In practice ‘the point’ seems often about the unfair way in which the caller has been treated by more powerful institutions or individuals. A secondary theme is that of courage in the face of adversity. In search for something extra, the story is sometimes literally of someone in extremis, demonstrating the courage of a terminally-ill person.

What’s my point? Just that the format and respondents match pretty well, providing a window into a world of individual courage, sorrow, and intensely held beliefs. The views while sometimes fascinating, sometimes painful may be thought-provoking, although unreliable material for assessing voting intentions of the wider electorate.

So ‘Who Else’ ?

Getting back to the ‘who else as leader?’ question, Salmond was mentioned as a major influence behind the SDP success.

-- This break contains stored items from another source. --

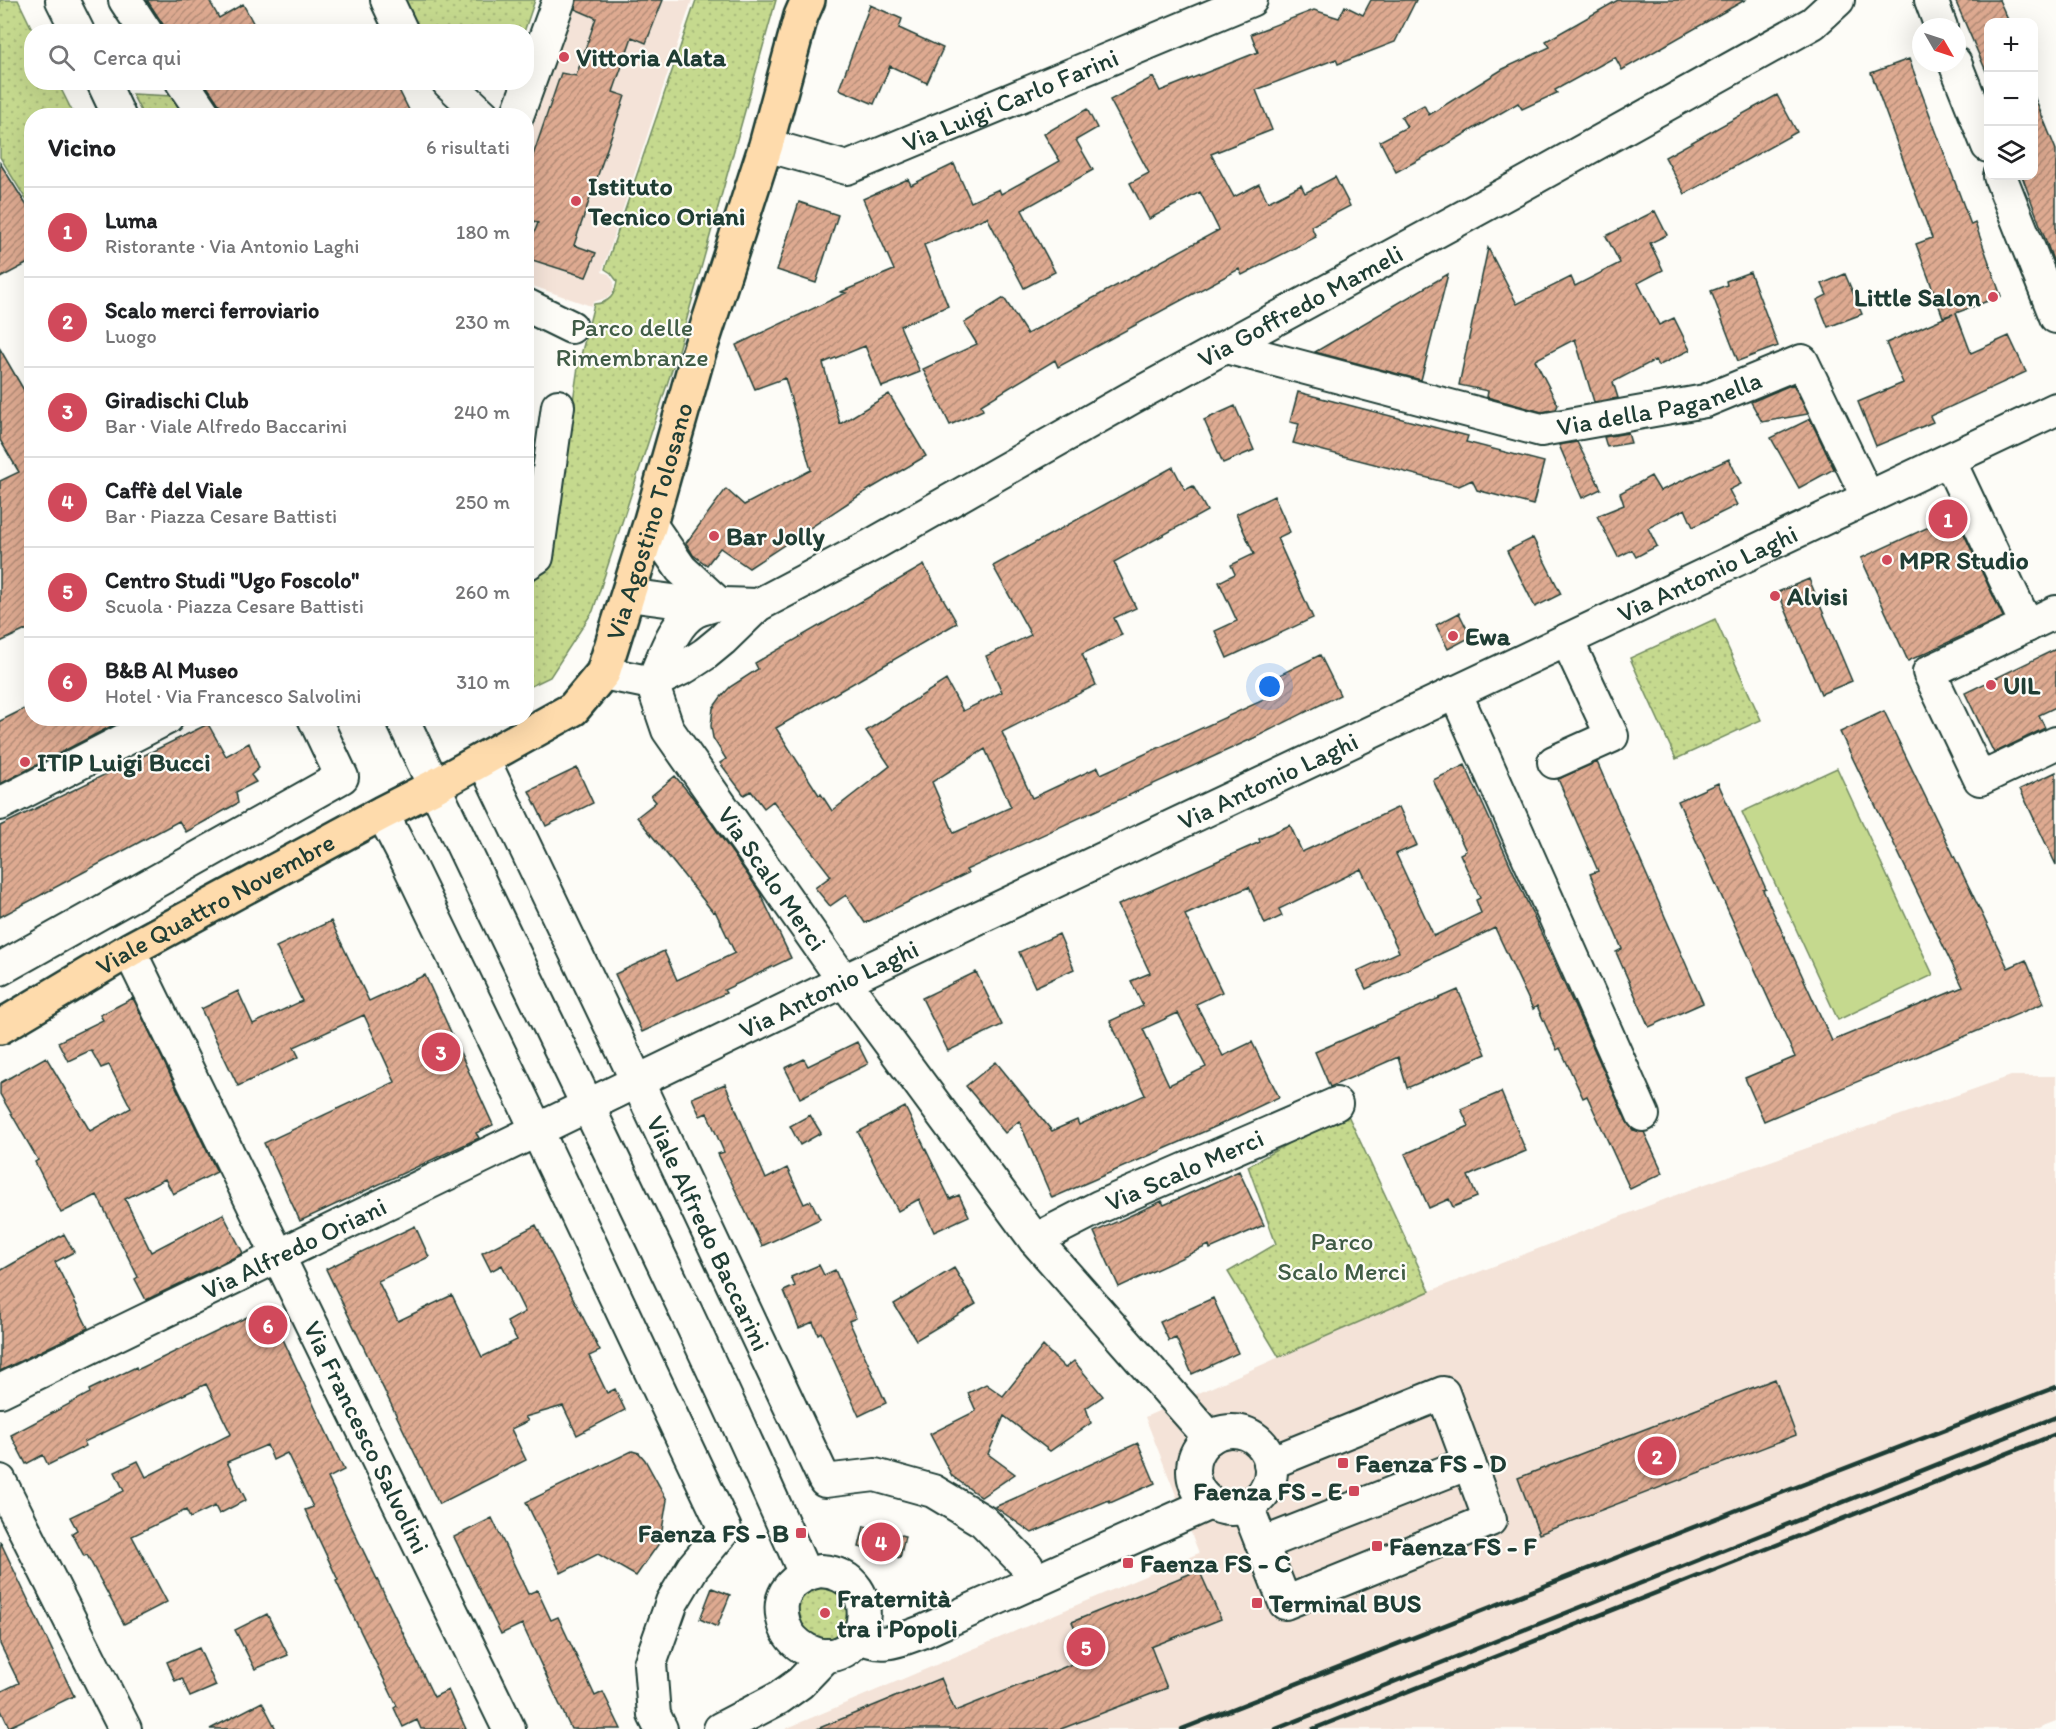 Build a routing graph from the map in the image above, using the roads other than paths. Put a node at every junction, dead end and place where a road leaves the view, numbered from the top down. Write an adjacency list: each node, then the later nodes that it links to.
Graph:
1 (62, 0): 10 (street)
2 (125, 0): 11 (street)
3 (387, 0): 12 (street)
4 (559, 0): 13 (street)
5 (808, 0): 24 (main road, Via Agostino Tolosano)
6 (1251, 0): 24 (street, Via Luigi Carlo Farini)
7 (1838, 0): 29 (street, Via Goffredo Mameli)
8 (1930, 0): 9 (street)
9 (1937, 18)
10 (74, 24)
11 (141, 24)
12 (398, 24)
13 (534, 69)
14 (1960, 72): 23 (street)
15 (107, 90): 19 (street)
16 (187, 90): 20 (street)
17 (456, 90): 21 (street)
18 (526, 90): 22 (street)
19 (115, 108)
20 (200, 108)
21 (476, 108)
22 (520, 108)
23 (1984, 133)
24 (766, 145): 34 (main road, Via Agostino Tolosano)
25 (2002, 180): 27 (street)
26 (534, 309): 28 (street)
27 (2056, 317)
28 (571, 327)
29 (1226, 347): 33 (street, Via della Paganella); 38 (street, Via Goffredo Mameli)
30 (558, 406): 35 (street)
31 (2056, 409): 32 (street, Via Antonio Laghi)
32 (1948, 460): 33 (street, Via Antonio Laghi); 40 (street)
33 (1868, 498): 41 (street, Via Antonio Laghi)
34 (650, 524): 36 (main road, Via Agostino Tolosano); 37 (street)
35 (534, 559)
36 (628, 595): 37 (street); 42 (main road, Via Agostino Tolosano)
37 (720, 603): 38 (street); 43 (street)
38 (758, 606): 43 (street, Via Goffredo Mameli)
39 (2056, 612): 40 (street)
40 (2027, 626): 48 (street)
41 (1567, 640): 44 (street, Via Antonio Laghi); 50 (street)
42 (603, 673): 43 (street); 49 (main road, Via Agostino Tolosano)
43 (652, 683): 56 (street, Via Scalo Merci)
44 (1455, 692): 56 (street, Via Antonio Laghi); 61 (street)
45 (151, 726): 52 (street)
46 (318, 726): 55 (street, Viale Quattro Novembre)
47 (406, 726): 51 (street, Viale Alfredo Baccarini)
48 (2056, 743)
49 (483, 759): 51 (main road, Via Agostino Tolosano); 58 (street, Viale Alfredo Baccarini)
50 (1554, 762)
51 (433, 788): 53 (main road, Viale Quattro Novembre); 60 (street, Viale Alfredo Baccarini)
52 (0, 804)
53 (382, 813): 54 (main road, Viale Quattro Novembre); 62 (street)
54 (129, 950): 57 (main road, Viale Quattro Novembre); 64 (street, Via Francesco Salvolini)
55 (0, 969)
56 (844, 981): 58 (street, Via Antonio Laghi); 63 (street, Via Scalo Merci)
57 (0, 1027)
58 (637, 1081): 60 (street, Via Antonio Laghi); 74 (street, Viale Alfredo Baccarini)
59 (1336, 1104): 63 (street, Via Scalo Merci)
60 (589, 1105): 62 (street, Via Alfredo Oriani); 73 (street, Viale Alfredo Baccarini)
61 (1643, 1114)
62 (537, 1130): 64 (street, Via Alfredo Oriani); 79 (street)
63 (1035, 1240): 66 (street, Via Scalo Merci)
64 (277, 1256): 65 (street, Via Alfredo Oriani); 78 (street, Via Francesco Salvolini)
65 (0, 1391)
66 (1210, 1438): 68 (street); 70 (street)
67 (1469, 1463): 68 (street); 72 (street); 72 (street)
68 (1270, 1464): 71 (street)
69 (0, 1481): 77 (street)
70 (1210, 1503): 71 (street); 74 (street)
71 (1247, 1506): 72 (street)
72 (1262, 1544)
73 (806, 1575): 75 (street); 76 (street)
74 (1033, 1583): 75 (street)
75 (859, 1635): 76 (street)
76 (827, 1655): 80 (street)
77 (125, 1729)
78 (509, 1729)
79 (661, 1729)
80 (720, 1729)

But the phone-in was targeted at Gordon Brown. The question was who else could do a better job as PM?

Callers seemed unprepared for this. Brown? Rubbish. But who else? Duh!

Strange, don’t you think?

There was a few ‘who not’ suggestions (David Milliband, Jack Straw).

More prompting from Nolan. How about David Cameron? This produced another response I had not expected. Cameron was no more in favour from the callers than was Gordon Brown.

‘Brown’s a worm’, one lady spat out, recounting her post-budget tax burden.

How about Cameron? [slight pause].

‘He’s a worm too.’

This was a view that had remained uncontested when I exercised my democratic rights by switching off.

‘They are all the same’

What I was hearing was a collective howl of frustration against a personal enemy. Brown, New Labour, The labour party, and even politicians. ‘They’ are all the same.

Meanwhile

Meanwhile, In Germany, the crowds that turned out to hear Barack Obama yesterday had demonstrated the mirror-image of despair. They roared approval of his beautifully executed charismatic style, and his offer of audacious hope. They were young and old, black and white, in search of a politician who ‘wasn’t the same as the rest’.

But don’t ask me what they would have told Stephen Nolan about the experience.